Un cruce de miradas ocasionales precipitó un inédito cóctel de
sensaciones, aunque él se haya quedado sin saber si también a ella le pasó
algo, al menos similar. Se batieron en su cuerpo y en su alma, como en una Boston shaker, aquel juvenil
enamoramiento con el más reciente y atemperado, que suponía una mayor distancia
protocolar y acaso idéntica timidez. Aquella temprana admiración intelectual
con esta otra -renovada- de resolución existencial. Ese lejano reconocimiento
de bondad, con otro igual, pero más cercano. El mismo calor intenso recorriendo
todo su ser en ambos puntos temporales, al ver su figura exquisita iluminada
por cientos de soles. Un sabor a nostalgia fundido con deseos nuevos. Una
esperanza añeja y una fe recuperada. Una duda archivada en la biblioteca y una
certeza desempolvada. Un "no" y un "tal vez". Todo junto y
a mil revoluciones por segundo.
Pero la coctelera seguía teniendo sus dos partes ensambladas.
Ciertamente los ingredientes se movieron bastante al ritmo de un improvisado e
inexperto bar tender, adormecido por
un par de décadas, pero de ahí no salieron. Difícil determinar si fue decisión
o falta de audacia el destapar la poción.
A punto estaba de dilucidarlo cuando
el eje de espacio y tiempo pareció estremecerse, como una suerte de sacudón
intempestivo que fue y vino como un relámpago. Quizá esa duda nueva se
superpuso a la antigua y fue imposible el viaje de retroceso o proyección. O
quizá el horizonte de sucesos se hartó de ir y venir, y se haya quedado en el
presente, siendo lo único que existe, para que sus minutos, días y meses
transcurran sin suposiciones y con el único e inefable aroma a verdad hecha
realidad.
Y ya sólo fue posible una regresión en
términos anecdóticos o que removiera una sorpresa ocasional, pero nada de
pasados y mucho menos de futuros.
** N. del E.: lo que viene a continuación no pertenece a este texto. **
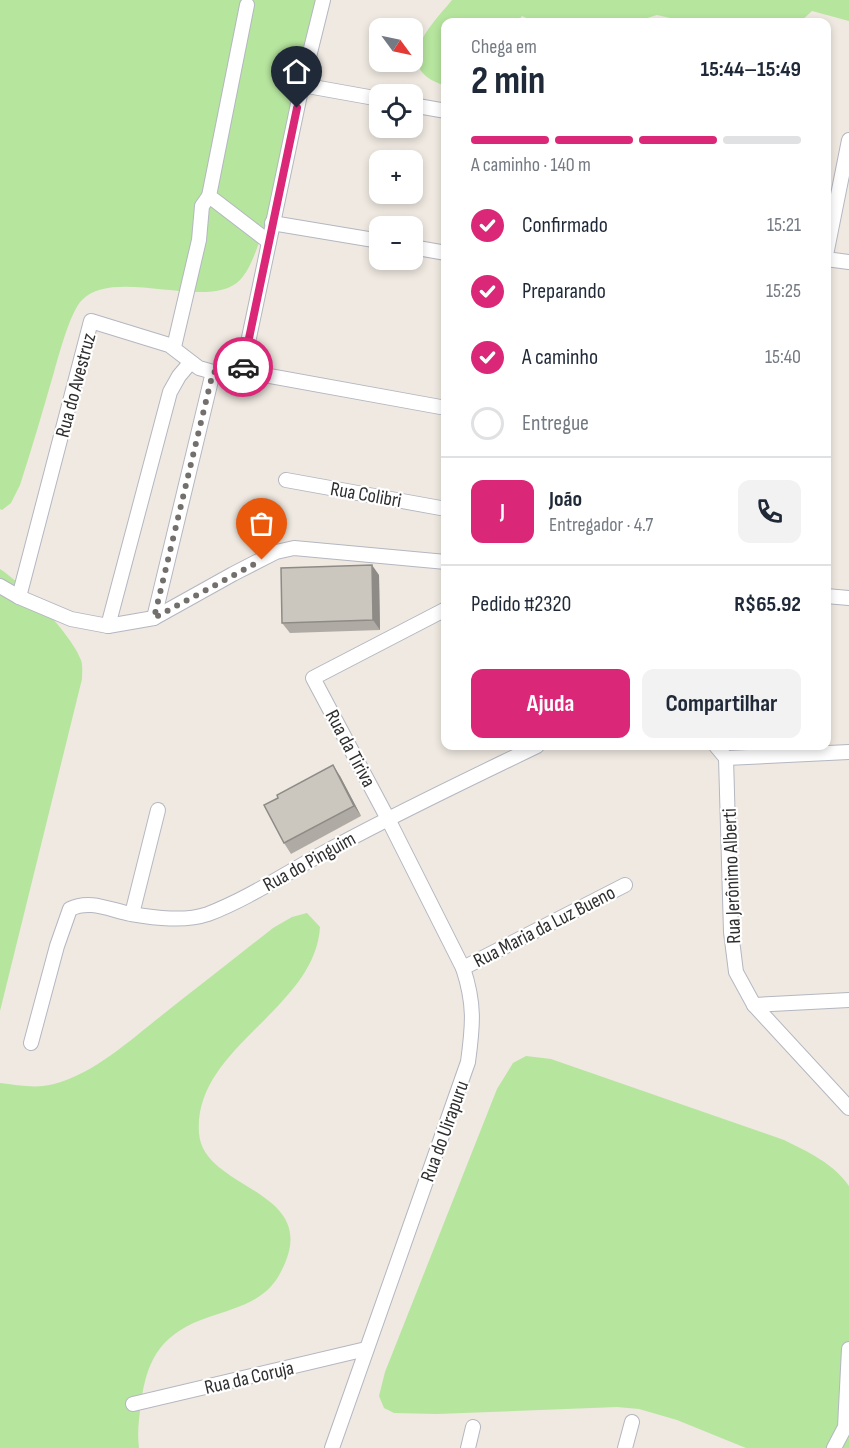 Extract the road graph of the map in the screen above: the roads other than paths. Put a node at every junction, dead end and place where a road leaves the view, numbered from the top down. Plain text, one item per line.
1 (323, 0) edge
2 (247, 5) dead end
3 (302, 85) junction
4 (369, 97) edge
5 (423, 107) edge
6 (441, 110) edge
7 (849, 140) edge
8 (208, 196) junction
9 (273, 223) junction
10 (831, 232) edge
11 (369, 240) edge
12 (269, 242) junction
13 (423, 249) edge
14 (441, 252) edge
15 (831, 258) edge
16 (849, 262) edge
17 (174, 347) junction
18 (190, 363) junction
19 (243, 371) junction
20 (213, 372) junction
21 (441, 407) edge
22 (286, 480) dead end
23 (441, 508) edge
24 (441, 562) edge
25 (0, 586) edge
26 (831, 596) edge
27 (19, 597) junction
28 (849, 598) edge
29 (441, 612) edge
30 (154, 618) junction
31 (108, 626) junction
32 (529, 750) edge
33 (720, 750) edge
34 (849, 752) edge
35 (726, 758) junction
36 (158, 810) dead end
37 (388, 819) junction
38 (626, 885) dead end
39 (132, 914) junction
40 (463, 968) junction
41 (849, 1000) edge
42 (754, 1005) junction
43 (31, 1043) dead end
44 (849, 1108) edge
45 (366, 1349) junction
46 (849, 1349) edge
47 (133, 1404) dead end
48 (632, 1422) dead end
49 (473, 1426) dead end
50 (847, 1427) edge
51 (332, 1448) edge
52 (468, 1448) edge
53 (625, 1448) edge
54 (834, 1448) edge

1 - 3 street
2 - 8 street
3 - 4 street
3 - 9 street
5 - 6 street
7 - 10 street
8 - 12 street
8 - 17 street
9 - 11 street
9 - 12 street
12 - 19 street
13 - 14 street
15 - 16 street
17 - 18 street, Rua do Avestruz
17 - 27 street, Rua do Avestruz
18 - 20 street, Rua do Avestruz
18 - 31 street
19 - 20 street, Rua do Avestruz
19 - 21 street, Rua do Avestruz
20 - 30 street
22 - 23 street, Rua Colibri
24 - 30 street
25 - 27 street
26 - 28 street
27 - 31 street
29 - 37 street, Rua da Tiriva
30 - 31 street
32 - 37 street, Rua do Pinguim
33 - 35 street
34 - 35 street
35 - 42 street, Rua Jerônimo Alberti
36 - 39 street
37 - 39 street, Rua do Pinguim
37 - 40 street, Rua do Uirapuru
38 - 40 street, Rua Maria da Luz Bueno
39 - 43 street, Rua do Pinguim
40 - 45 street, Rua do Uirapuru
41 - 42 street
42 - 44 street, Rua Jerônimo Alberti
45 - 47 street, Rua da Coruja
45 - 51 street, Rua do Uirapuru
46 - 50 street
48 - 53 street
49 - 52 street
50 - 54 street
En ese punto, cualquiera de los libros se
podía abrir en diferentes páginas, aunque en uno prevaleciera esa inconfundible
brisa del encierro de las hojas amarillentas, y en el otro el excitante sonido
de textos nuevos, sin dobleces ni pliegos y hasta cierta dificultad en separar
las hojas engomadas en el lomo.
Este novel punto de intersección, como
si se tratara de diagramas de Venn, no significaba más que la certeza del
reencuentro, vaya a saberse para qué, pero ya no los desvelaba.
Juan se quedó sin miedo y Morena se replegó con dudas, al escuchar una frase cursi pero que llevaba consigo una
entrañable necesidad de correlato, aunque más no fuera sin tiempos. "¿Qué tal si nos decimos lo que no nos
hemos dicho, y vemos si pasa lo que no nos ha pasado?". Tanto eco
causó entre ellos ese grito de cueva que la pregunta comenzó a repetirse
permanentemente, hasta que ambos decidieran tapar sus oídos para escuchar con
el corazón; hasta que ambos creyeran que sus ojos se cerrarían al aproximarse,
para besar con el alma; hasta que ambos acertaran a no pronunciar palabra, y
vivir aquí y ahora el momento para el que fueron hechos, tan parecido a la eternidad que no podría definirse en términos
humanos.
Fue así como se introdujeron en sus propios caballos de madera y
marcharon a Troya, esa ciudad de la que se habían escapado, pero que
ahora podían conquistar.
Un punto de contacto en espacio y tiempo tan parecido al presente que merecía la mejor batalla, la que se da
contra los propios fantasmas internos, los prejuicios y los temores, que nada
saben de tiempos.
Una dura pelea contra el poder de las estructuras y el riesgo de
tomar nuevos riesgos.
Quizá Troya les haya quedado a un paso… pero aun debían darlo.